Non-invasive imaging equipment is commonplace in clinical environments, where it is used to assist the diagnosis of traumatic injury and disease. Arguably the most versatile and powerful of the available modalities is Magnetic Resonance Imaging (MRI), which, since its arrival in clinical practice in the 1980s, has developed into a mainstay of modern clinical investigation.

MRI scanners can be found in virtually every hospital worldwide alongside other diagnostic imaging tools, such as x-ray, Computed Tomography (CT), nuclear medicine methods and ultrasound. In common with these other modalities, MRI has the powerful property of being able to reveal the structure and workings of internal organs. Unlike the alternatives, MRI combines this non-invasive capability with an ability to deliver high-resolution morphological information and a wide range of physiological and metabolic readouts with very low risk to the patient.

These properties, plus the strong pre-clinical to clinical translatability of MRI, make it a valuable tool for monitoring the signatures of disease processes and their response to therapeutic intervention, with the potential to influence the drug development process.

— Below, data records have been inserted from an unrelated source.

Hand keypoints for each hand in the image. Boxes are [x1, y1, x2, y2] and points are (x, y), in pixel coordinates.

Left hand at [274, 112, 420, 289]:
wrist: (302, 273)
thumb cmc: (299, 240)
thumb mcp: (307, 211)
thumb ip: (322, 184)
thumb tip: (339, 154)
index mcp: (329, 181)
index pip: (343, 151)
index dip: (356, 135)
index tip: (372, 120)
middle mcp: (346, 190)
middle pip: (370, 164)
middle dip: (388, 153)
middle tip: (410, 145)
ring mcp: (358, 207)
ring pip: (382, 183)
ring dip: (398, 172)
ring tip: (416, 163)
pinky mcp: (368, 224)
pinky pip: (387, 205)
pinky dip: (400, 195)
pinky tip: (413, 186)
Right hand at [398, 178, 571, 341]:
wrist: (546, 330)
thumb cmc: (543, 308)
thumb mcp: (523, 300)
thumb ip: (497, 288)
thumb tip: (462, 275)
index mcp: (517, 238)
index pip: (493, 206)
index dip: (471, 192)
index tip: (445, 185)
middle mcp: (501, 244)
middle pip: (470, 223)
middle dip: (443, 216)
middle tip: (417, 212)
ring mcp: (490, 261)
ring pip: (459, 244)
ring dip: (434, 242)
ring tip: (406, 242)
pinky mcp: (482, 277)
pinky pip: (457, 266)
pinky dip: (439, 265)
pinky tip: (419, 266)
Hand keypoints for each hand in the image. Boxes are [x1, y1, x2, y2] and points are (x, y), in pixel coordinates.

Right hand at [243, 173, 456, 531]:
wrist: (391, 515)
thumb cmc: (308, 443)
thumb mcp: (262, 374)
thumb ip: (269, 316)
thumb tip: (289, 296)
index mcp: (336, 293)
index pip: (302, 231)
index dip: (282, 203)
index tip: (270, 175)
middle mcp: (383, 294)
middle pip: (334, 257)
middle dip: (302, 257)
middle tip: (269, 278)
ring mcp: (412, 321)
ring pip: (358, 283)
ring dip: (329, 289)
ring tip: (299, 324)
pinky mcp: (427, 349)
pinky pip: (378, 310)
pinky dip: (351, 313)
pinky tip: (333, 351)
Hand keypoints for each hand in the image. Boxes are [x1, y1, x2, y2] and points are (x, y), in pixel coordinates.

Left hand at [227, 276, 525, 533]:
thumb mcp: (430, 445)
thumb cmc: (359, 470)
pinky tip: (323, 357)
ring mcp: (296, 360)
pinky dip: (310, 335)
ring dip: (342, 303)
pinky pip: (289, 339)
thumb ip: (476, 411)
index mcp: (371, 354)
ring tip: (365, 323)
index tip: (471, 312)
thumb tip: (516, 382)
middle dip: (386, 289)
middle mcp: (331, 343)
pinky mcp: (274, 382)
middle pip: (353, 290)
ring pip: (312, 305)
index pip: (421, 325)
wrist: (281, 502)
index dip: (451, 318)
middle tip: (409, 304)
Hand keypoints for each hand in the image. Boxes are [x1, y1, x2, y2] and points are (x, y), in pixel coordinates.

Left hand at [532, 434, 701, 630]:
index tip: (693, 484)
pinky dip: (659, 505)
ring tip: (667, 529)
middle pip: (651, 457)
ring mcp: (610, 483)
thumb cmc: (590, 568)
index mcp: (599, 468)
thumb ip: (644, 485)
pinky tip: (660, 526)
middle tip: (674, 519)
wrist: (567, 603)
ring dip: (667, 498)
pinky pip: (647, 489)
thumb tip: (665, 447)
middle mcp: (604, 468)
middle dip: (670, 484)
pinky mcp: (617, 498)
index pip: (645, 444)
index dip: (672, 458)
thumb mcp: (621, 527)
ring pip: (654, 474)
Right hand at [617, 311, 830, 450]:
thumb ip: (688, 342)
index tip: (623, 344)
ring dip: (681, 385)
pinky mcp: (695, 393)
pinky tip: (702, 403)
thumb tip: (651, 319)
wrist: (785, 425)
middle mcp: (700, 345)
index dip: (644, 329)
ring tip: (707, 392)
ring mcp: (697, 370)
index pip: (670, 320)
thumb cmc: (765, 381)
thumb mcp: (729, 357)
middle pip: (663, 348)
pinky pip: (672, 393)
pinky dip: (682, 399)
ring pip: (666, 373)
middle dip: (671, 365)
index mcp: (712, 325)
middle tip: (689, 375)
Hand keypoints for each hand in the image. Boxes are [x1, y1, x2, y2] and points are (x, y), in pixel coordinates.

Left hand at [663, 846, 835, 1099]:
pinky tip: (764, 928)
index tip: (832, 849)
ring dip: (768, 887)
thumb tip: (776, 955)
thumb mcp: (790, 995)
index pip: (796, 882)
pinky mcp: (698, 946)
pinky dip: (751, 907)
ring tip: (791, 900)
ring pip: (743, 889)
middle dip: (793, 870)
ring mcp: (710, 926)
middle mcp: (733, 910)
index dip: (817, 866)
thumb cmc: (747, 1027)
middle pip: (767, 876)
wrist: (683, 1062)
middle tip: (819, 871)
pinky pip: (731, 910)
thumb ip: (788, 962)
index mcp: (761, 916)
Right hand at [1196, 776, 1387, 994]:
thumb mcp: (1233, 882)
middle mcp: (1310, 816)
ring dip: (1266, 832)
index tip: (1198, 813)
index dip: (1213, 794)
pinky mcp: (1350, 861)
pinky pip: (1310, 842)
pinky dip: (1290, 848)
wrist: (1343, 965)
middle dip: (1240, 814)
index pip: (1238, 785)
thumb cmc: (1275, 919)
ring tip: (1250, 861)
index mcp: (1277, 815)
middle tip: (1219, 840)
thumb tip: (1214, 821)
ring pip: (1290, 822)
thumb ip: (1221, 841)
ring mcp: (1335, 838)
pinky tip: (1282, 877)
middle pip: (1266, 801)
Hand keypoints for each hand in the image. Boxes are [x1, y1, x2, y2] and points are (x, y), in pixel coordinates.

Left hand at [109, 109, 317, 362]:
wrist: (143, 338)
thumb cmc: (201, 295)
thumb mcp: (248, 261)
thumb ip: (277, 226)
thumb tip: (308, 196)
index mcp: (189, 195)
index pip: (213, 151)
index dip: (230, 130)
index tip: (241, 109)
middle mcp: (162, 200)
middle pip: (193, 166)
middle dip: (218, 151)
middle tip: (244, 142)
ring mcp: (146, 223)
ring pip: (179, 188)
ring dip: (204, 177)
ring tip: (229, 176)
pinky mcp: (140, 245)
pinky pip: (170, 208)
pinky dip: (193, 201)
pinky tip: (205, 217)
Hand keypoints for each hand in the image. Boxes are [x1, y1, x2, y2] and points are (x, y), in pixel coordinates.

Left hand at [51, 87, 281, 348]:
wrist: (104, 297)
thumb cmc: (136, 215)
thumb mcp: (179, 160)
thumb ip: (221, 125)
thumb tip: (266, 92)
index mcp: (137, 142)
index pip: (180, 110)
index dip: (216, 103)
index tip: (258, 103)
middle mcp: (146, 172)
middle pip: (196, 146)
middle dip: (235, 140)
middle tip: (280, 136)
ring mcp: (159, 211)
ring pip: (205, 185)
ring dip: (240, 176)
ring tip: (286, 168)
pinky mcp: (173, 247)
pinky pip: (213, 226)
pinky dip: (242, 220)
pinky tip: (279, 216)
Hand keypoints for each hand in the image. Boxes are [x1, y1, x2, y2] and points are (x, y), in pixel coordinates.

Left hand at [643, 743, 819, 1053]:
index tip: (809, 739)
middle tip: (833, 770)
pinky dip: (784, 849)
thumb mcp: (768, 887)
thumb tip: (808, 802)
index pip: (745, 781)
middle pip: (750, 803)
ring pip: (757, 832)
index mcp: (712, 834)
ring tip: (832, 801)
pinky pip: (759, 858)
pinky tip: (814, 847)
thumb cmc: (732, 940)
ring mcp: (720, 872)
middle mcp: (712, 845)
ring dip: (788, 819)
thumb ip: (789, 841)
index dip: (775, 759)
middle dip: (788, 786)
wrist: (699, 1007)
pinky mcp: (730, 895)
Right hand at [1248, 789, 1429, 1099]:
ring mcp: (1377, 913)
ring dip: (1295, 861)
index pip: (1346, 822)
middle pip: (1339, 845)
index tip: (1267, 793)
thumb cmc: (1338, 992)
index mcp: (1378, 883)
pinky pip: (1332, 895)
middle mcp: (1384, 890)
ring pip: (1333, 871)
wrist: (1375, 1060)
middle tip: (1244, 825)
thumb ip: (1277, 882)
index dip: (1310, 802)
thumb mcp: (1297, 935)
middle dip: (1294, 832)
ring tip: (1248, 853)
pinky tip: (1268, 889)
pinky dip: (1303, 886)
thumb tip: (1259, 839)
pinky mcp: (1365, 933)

The role of imaging biomarkers in drug development

Non-invasive imaging is traditionally used in a radiological context to provide high-resolution images of organs and lesions, relying on the skills of radiologists to interpret what they see to provide a diagnosis. These diagnostic procedures contribute to a large number of clinical trials as part of patient selection and in the monitoring disease progression and response to intervention.

Although less commonly deployed in the everyday radiological environment, the same imaging modalities can also provide a rich array of quantitative readouts, allowing radiological imaging devices to be used as objective measurement tools, in addition to sophisticated picture-generating machines. This quantitative capability allows the generation of imaging biomarkers – a capability that can be deployed on preclinical and clinical imaging equipment to enable drug development decision-making in animal models and patient groups.

Imaging has a role at many stages of the drug development process. In the pre-clinical phase, imaging can be used to monitor the response to intervention at multiple time points in a longitudinal study within the same animal, thereby potentially reducing the number of animals required to understand drug effects. Molecular imaging can be used to confirm targeting of new pharmaceuticals that have labelled to provide sensitivity for the imaging method being used. Dose-finding information can be provided by determining the doses of a new pharmaceutical that perturb metabolism, physiology or morphology.

Imaging in early phase human studies can provide evidence of biological activity of pharmaceuticals as well as helping to define optimum doses. Perhaps the most useful information that can be provided at this stage is that which can be used to assist in go/no-go decisions for progression of the drug development process to later phases. Certain imaging readouts can be used to support the outcomes of Phase III studies and subsequently to provide rich post-marketing information.

Other readouts can be of use in assessing aspects of the safety profile of a drug – by, for example, providing cardiac or hepatic function measurements. Selection of patients for a study can be enhanced by the detailed diagnostic and phenotyping information provided by imaging.

The utility of imaging at each step in the drug development process means that it (alongside numerous other assessment methods) can significantly affect the progress of a drug from the first in vivo measurements to regulatory approval. The non-invasive, localised and repeatable nature of imaging means that imaging biomarkers can often provide useful information with relatively small numbers of participants, providing tools for early identification of drug effects. Deployed wisely, imaging can therefore be a cost-effective and powerful component of drug development strategies.

The place for MRI

MRI is used extensively in clinical trials of interventions in many disease areas. The following examples do not represent a comprehensive list of applications but provide an indication of the diversity of settings within which MRI biomarkers can be deployed. Each measurement is in active use today within trials sponsored by the pharmaceutical industry and most can be deployed in preclinical and clinical settings.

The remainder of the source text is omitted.